Diabetes may also directly influence resting heart rate. Hyperinsulinaemia and elevated blood glucose levels have both been associated with a higher heart rate [2830]. Furthermore, dysfunction of the autonomic nervous system is a common complication of diabetes, even in the absence of other overt neuropathic complications [3133]. Damage to cardiovascular autonomic nerve fibres results in sympathetic dominance, with higher resting heart rate, and has been associated with a greatly increased risk of death [31, 34]. Evidence of cardiac autonomic neuropathy can be detected early after diagnosis in many patients with diabetes [31, 35] and autonomic dysfunction may even pre-date the diagnosis of diabetes itself [36, 37]. In healthy adults recruited in the Atherosclerosis Risk in Communities Study a resting heart rate in the upper quarter was associated with a 60% increased risk of developing diabetes compared with those with heart rates in the lowest quarter [37]. This may just reflect an association between heart rate and physical fitness but it underscores the complex inter-relationship between diabetes and heart rate.

Randomised studies provide some limited evidence that heart rate plays a direct role in outcome. β-Blockers reduce mortality after acute myocardial infarction and in patients with heart failure, and at least some of the benefits appear to be secondary to a reduction in heart rate [38, 39]. It is, however, difficult to exclude other effects of β-blockade. In contrast, ivabradine selectively reduces heart rate without other direct effects. In the BEAUTIFUL (morBidity–mortality EvAlUaTion of the If inhibitor ivabradine in patients with CAD and left ventricULar dysfunction) study ivabradine was compared with placebo in patients with coronary heart disease and left ventricular systolic dysfunction and no overall benefit was demonstrated, although, in the pre-specified subgroup with a baseline heart rate ≥70 bpm, a significant reduction in the secondary endpoint of myocardial infarction or coronary revascularisation was observed [40]. In the SHIFT (Systolic Heart Failure with If Inhibitor) study of patients with stable chronic heart failure, ivabradine reduced the primary endpoint, a composite endpoint of cardiovascular death and hospitalisation owing to heart failure, by 18% (95% CI 10%, 25%) [41], with changes in heart rate appearing to explain most of the observed benefit [42]. Overall, therefore, despite a strong pathophysiological basis, the evidence that heart rate exerts a direct causative role remains limited.
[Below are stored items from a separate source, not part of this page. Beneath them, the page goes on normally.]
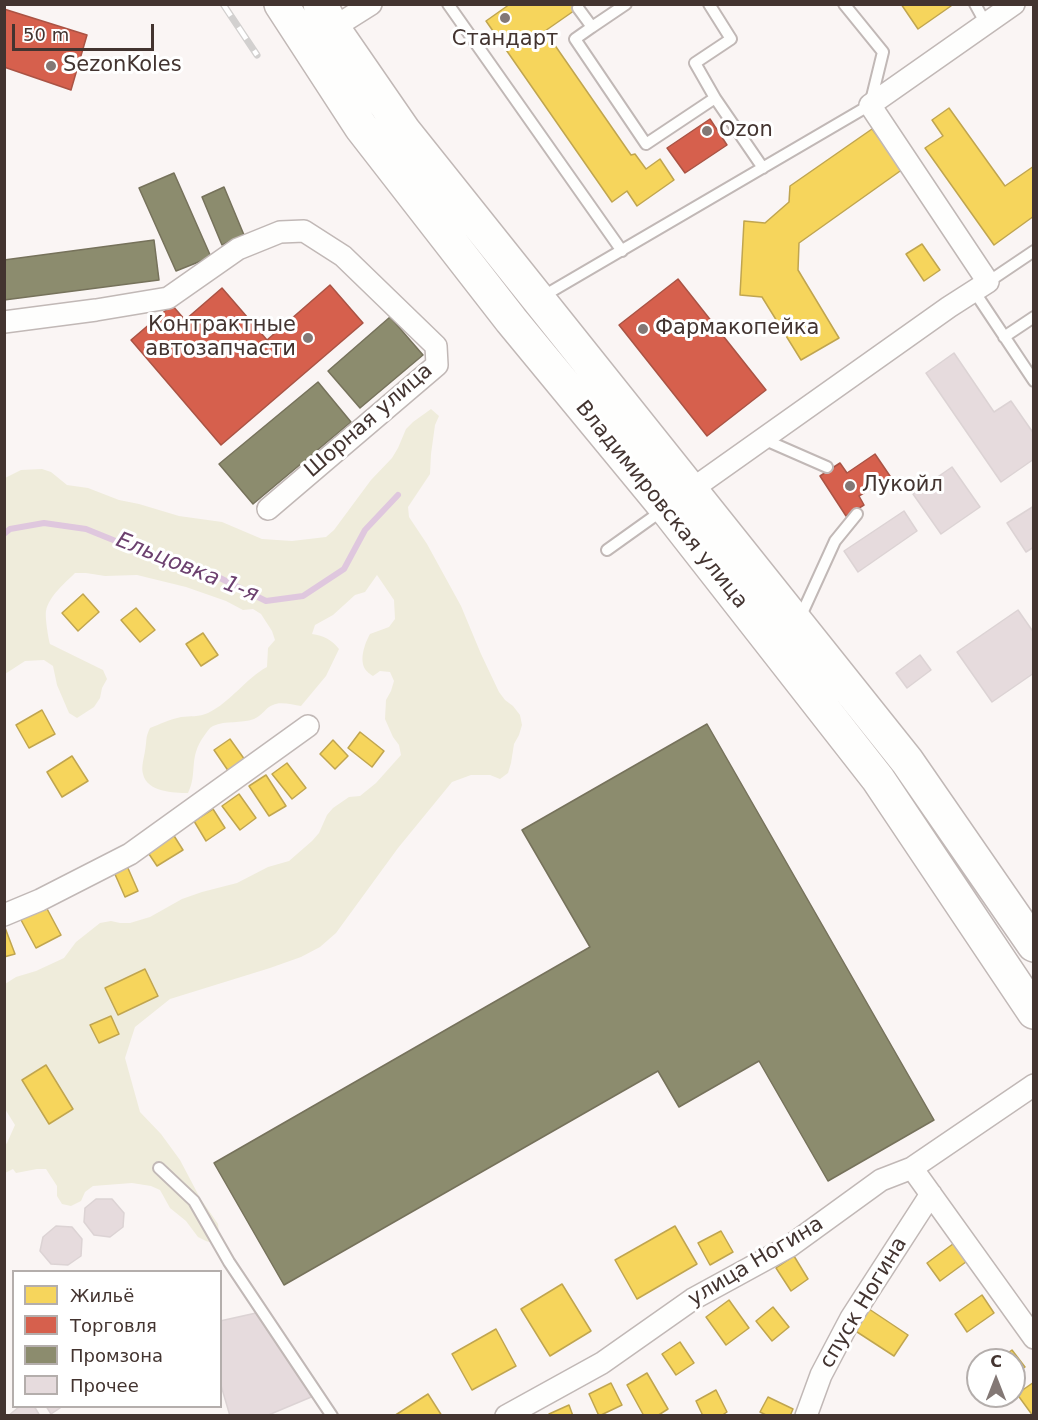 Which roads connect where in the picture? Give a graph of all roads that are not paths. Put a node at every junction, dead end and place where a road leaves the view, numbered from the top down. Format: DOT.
graph roads {
  1 [pos="281,4"];
  2 [pos="371,4"];
  3 [pos="448,4"];
  4 [pos="626,4"];
  5 [pos="709,4"];
  6 [pos="844,4"];
  7 [pos="975,4"];
  8 [pos="1014,4"];
  9 [pos="578,8"];
  10 [pos="327,16"];
  11 [pos="986,24"];
  12 [pos="592,27"];
  13 [pos="716,98"];
  14 [pos="870,105"];
  15 [pos="763,168"];
  16 [pos="622,251"];
  17 [pos="1034,251"];
  18 [pos="981,286"];
  19 [pos="538,299"];
  20 [pos="1034,317"];
  21 [pos="4,322"];
  22 [pos="1004,337"];
  23 [pos="1034,381"];
  24 [pos="763,439"];
  25 [pos="827,467"];
  26 [pos="679,499"];
  27 [pos="268,509"];
  28 [pos="857,514"];
  29 [pos="607,550"];
  30 [pos="797,623"];
  31 [pos="308,726"];
  32 [pos="4,915"];
  33 [pos="1034,945"];
  34 [pos="1034,1012"];
  35 [pos="1034,1085"];
  36 [pos="159,1168"];
  37 [pos="912,1168"];
  38 [pos="931,1194"];
  39 [pos="1034,1338"];
  40 [pos="332,1416"];
  41 [pos="506,1416"];
  42 [pos="806,1416"];
  1 -- 26 [label="main road, Владимировская улица"];
  2 -- 10 [label="street"];
  3 -- 16 [label="lane"];
  4 -- 12 [label="lane"];
  5 -- 13 [label="lane"];
  6 -- 14 [label="lane"];
  7 -- 11 [label="lane"];
  8 -- 11 [label="street"];
  9 -- 12 [label="lane"];
  10 -- 19 [label="main road, Владимировская улица"];
  11 -- 14 [label="street"];
  12 -- 13 [label="lane"];
  13 -- 15 [label="lane"];
  14 -- 15 [label="lane"];
  14 -- 18 [label="street"];
  15 -- 16 [label="lane"];
  16 -- 19 [label="lane"];
  17 -- 18 [label="lane"];
  18 -- 22 [label="lane"];
  18 -- 24 [label="street"];
  19 -- 26 [label="main road, Владимировская улица"];
  20 -- 22 [label="lane"];
  21 -- 27 [label="street, Шорная улица"];
  22 -- 23 [label="lane"];
  24 -- 25 [label="lane"];
  24 -- 26 [label="street"];
  26 -- 29 [label="lane"];
  26 -- 30 [label="main road, Владимировская улица"];
  26 -- 34 [label="main road, Владимировская улица"];
  28 -- 30 [label="lane"];
  30 -- 33 [label="main road, Владимировская улица"];
  31 -- 32 [label="street"];
  35 -- 37 [label="street, улица Ногина"];
  36 -- 40 [label="lane"];
  37 -- 38 [label="street"];
  37 -- 41 [label="street, улица Ногина"];
  38 -- 39 [label="street"];
  38 -- 42 [label="street, спуск Ногина"];
}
Likewise, there is no definitive evidence to support the use of specific rate-limiting medication to improve outcome, except perhaps in patients with stable heart failure.

Strengths and limitations

The current study is by far the largest to date to explore the relationship between heart rate and outcome in patients with diabetes. The patient population was drawn from many different countries and is ethnically diverse. It is well characterised and has been carefully followed. Importantly, the number of independently adjudicated outcomes ensures that the study has considerable power and allows statistical adjustment for multiple potentially confounding factors, including several that have not been addressed by prior studies. Nonetheless, it is impossible to fully correct for all potential confounders and, in particular, no specific measures of cardiac autonomic neuropathy were available. Likewise, although we corrected for a prior history of heart failure requiring hospital admission, we were unable to adjust for the presence or severity of any heart failure symptoms at baseline.

Conclusion

Among patients with diabetes, a higher heart rate is associated with an increased risk of death and cardiovascular complications. It remains unclear, however, whether a higher heart rate directly mediates the increased risk or whether it is a marker for other characteristics that determine a poor outcome.